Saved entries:
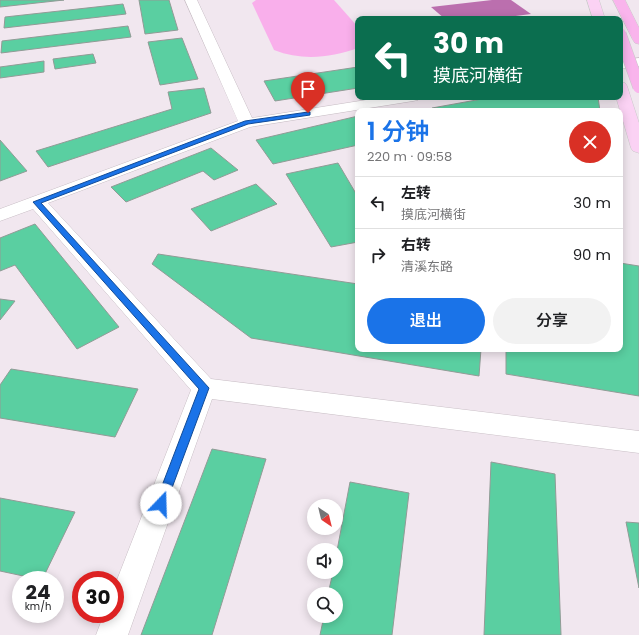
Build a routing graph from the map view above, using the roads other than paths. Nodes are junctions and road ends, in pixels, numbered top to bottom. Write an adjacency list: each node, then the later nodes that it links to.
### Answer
1 (191, 0): 14 (street)
2 (593, 0): 6 (main road)
3 (614, 0): 5 (highway)
4 (619, 0): 7 (highway)
5 (612, 12)
6 (598, 16)
7 (639, 40)
8 (623, 42): 11 (highway, bridge)
9 (639, 62): 10 (street)
10 (623, 65)
11 (639, 87)
12 (623, 96): 15 (main road)
13 (394, 100): 14 (street)
14 (247, 123): 16 (street)
15 (639, 148)
16 (37, 202): 17 (street); 18 (street)
17 (0, 215)
18 (204, 388): 19 (street); 20 (street)
19 (639, 442)
20 (112, 635)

### [Task item]
Repeat the entries exactly and keep the pictures out of the copy.

### [Output]
Build a routing graph from the map view above, using the roads other than paths. Nodes are junctions and road ends, in pixels, numbered top to bottom. Write an adjacency list: each node, then the later nodes that it links to.
### Answer
1 (191, 0): 14 (street)
2 (593, 0): 6 (main road)
3 (614, 0): 5 (highway)
4 (619, 0): 7 (highway)
5 (612, 12)
6 (598, 16)
7 (639, 40)
8 (623, 42): 11 (highway, bridge)
9 (639, 62): 10 (street)
10 (623, 65)
11 (639, 87)
12 (623, 96): 15 (main road)
13 (394, 100): 14 (street)
14 (247, 123): 16 (street)
15 (639, 148)
16 (37, 202): 17 (street); 18 (street)
17 (0, 215)
18 (204, 388): 19 (street); 20 (street)
19 (639, 442)
20 (112, 635)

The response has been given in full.